Would you copy each line of the data below that has "path"?

=== SOURCE MATERIAL ===

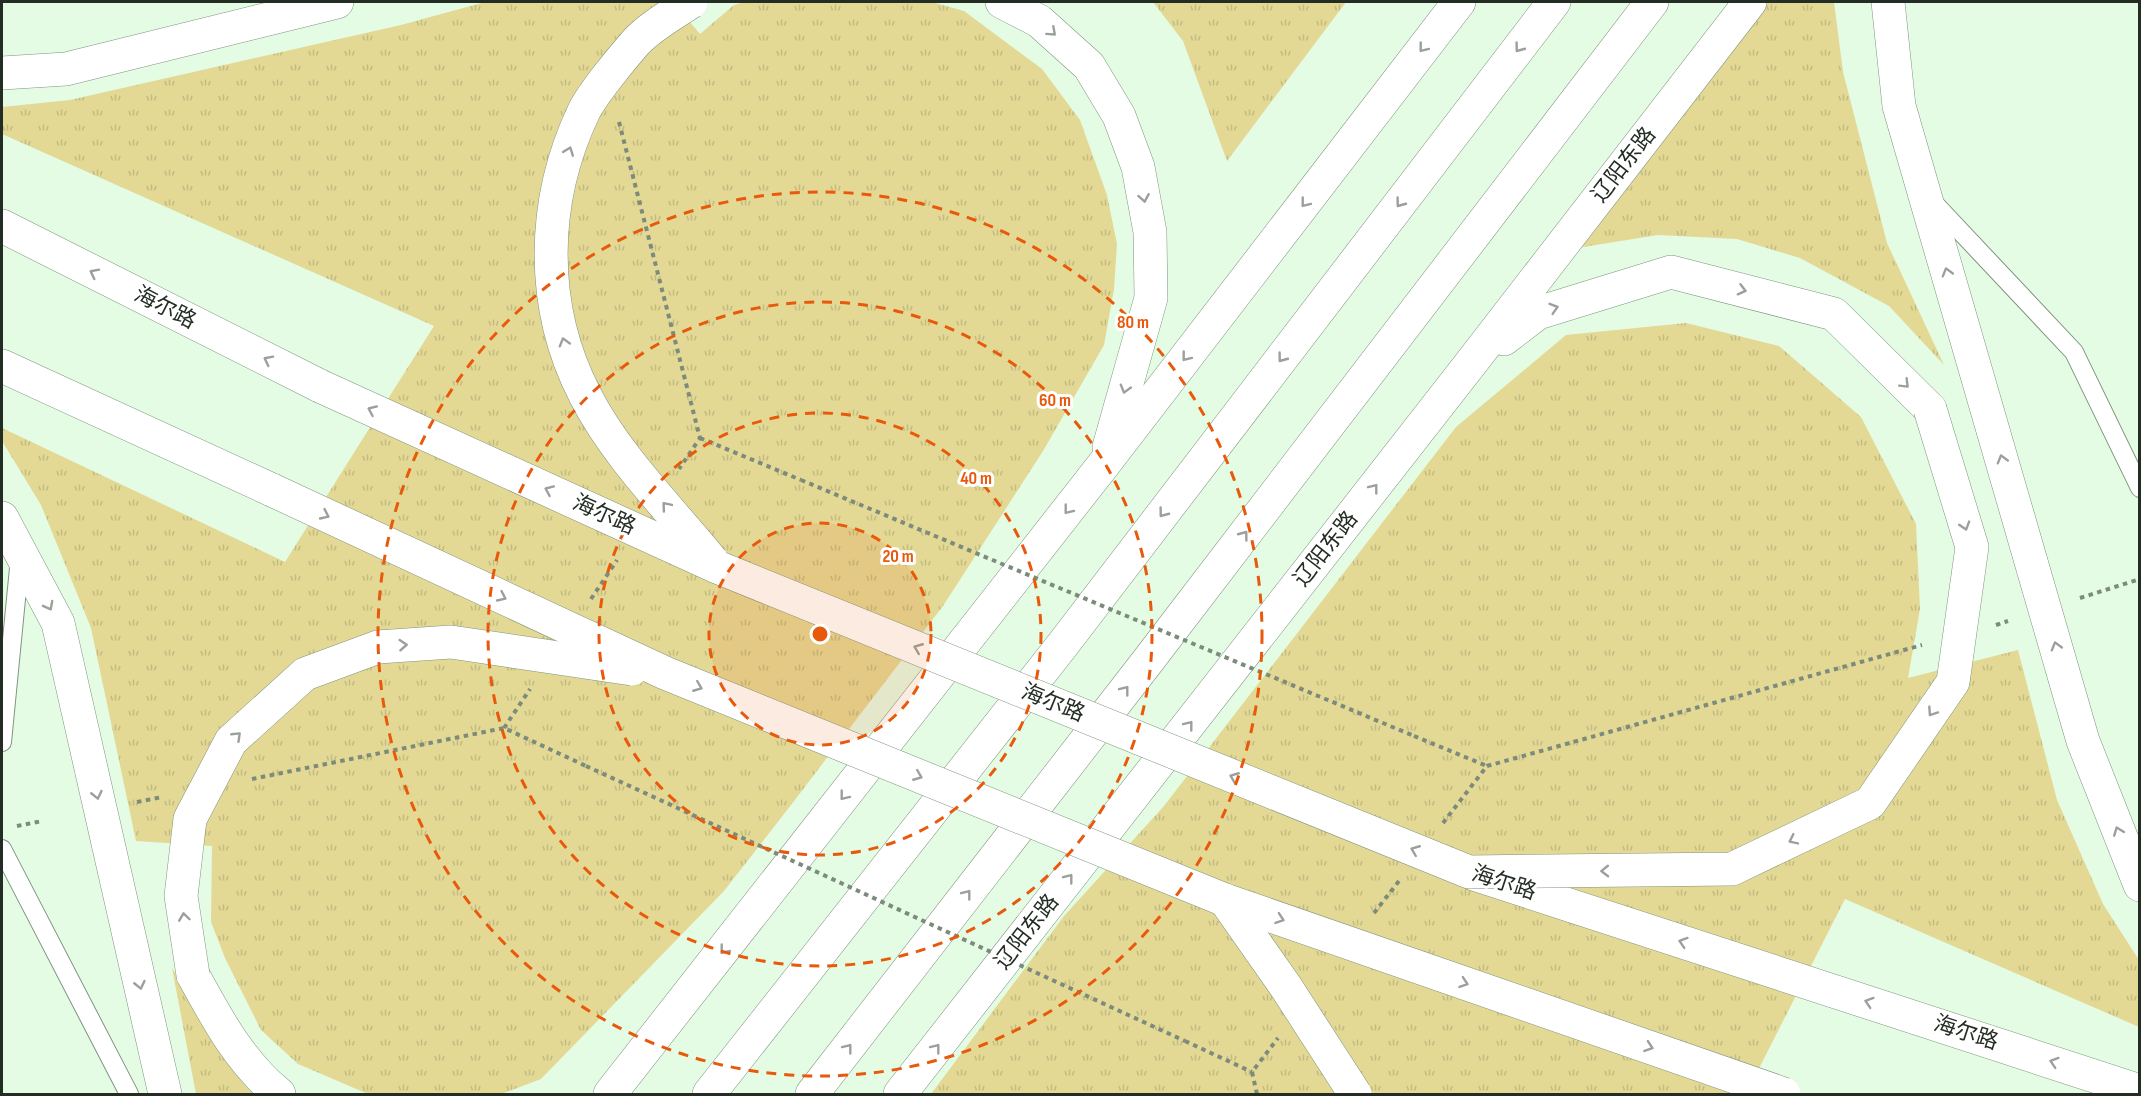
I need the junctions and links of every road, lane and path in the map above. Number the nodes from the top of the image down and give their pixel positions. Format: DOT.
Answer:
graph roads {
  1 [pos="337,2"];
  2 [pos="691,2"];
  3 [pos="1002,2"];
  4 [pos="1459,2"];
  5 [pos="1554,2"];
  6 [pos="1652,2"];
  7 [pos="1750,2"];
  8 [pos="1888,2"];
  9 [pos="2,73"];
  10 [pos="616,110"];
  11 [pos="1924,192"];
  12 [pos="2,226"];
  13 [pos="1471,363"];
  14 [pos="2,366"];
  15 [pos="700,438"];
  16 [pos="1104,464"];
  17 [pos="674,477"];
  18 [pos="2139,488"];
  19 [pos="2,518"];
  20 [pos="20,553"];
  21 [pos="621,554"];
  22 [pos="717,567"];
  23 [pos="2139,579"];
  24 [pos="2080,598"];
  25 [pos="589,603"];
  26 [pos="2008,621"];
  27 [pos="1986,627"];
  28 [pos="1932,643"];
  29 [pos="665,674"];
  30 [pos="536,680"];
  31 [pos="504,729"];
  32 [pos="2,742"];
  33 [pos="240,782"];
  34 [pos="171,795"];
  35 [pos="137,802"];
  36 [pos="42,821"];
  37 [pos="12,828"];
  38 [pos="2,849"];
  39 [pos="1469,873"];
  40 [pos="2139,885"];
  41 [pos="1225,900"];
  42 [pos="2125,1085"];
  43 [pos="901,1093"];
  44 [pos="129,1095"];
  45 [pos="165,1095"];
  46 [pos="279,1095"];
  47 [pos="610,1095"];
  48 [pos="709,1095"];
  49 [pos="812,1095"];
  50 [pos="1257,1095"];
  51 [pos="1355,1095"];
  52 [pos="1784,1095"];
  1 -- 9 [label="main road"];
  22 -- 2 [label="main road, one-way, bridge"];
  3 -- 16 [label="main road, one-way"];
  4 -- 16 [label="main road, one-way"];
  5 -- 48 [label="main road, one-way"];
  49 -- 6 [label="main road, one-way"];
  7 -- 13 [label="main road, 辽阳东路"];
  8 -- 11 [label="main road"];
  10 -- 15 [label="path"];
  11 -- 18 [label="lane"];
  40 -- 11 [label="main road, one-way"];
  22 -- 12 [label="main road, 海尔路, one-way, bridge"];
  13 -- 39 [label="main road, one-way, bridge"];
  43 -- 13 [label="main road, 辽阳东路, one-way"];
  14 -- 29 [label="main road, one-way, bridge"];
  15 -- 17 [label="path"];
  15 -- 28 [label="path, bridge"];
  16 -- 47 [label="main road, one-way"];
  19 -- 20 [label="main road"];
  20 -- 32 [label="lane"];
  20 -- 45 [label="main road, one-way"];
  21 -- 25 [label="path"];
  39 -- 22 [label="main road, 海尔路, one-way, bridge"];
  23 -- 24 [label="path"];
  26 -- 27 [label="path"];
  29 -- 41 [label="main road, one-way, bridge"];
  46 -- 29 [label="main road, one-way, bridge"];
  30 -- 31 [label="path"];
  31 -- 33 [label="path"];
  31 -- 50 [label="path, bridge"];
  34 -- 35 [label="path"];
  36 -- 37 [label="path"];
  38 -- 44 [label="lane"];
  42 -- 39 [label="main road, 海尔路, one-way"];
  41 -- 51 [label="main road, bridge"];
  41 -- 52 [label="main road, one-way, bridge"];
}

===

### SOLUTION TO THE PROBLEM
I need the junctions and links of every road, lane and path in the map above. Number the nodes from the top of the image down and give their pixel positions. Format: DOT.
  10 -- 15 [label="path"];
  15 -- 17 [label="path"];
  15 -- 28 [label="path, bridge"];
  21 -- 25 [label="path"];
  23 -- 24 [label="path"];
  26 -- 27 [label="path"];
  30 -- 31 [label="path"];
  31 -- 33 [label="path"];
  31 -- 50 [label="path, bridge"];
  34 -- 35 [label="path"];
  36 -- 37 [label="path"];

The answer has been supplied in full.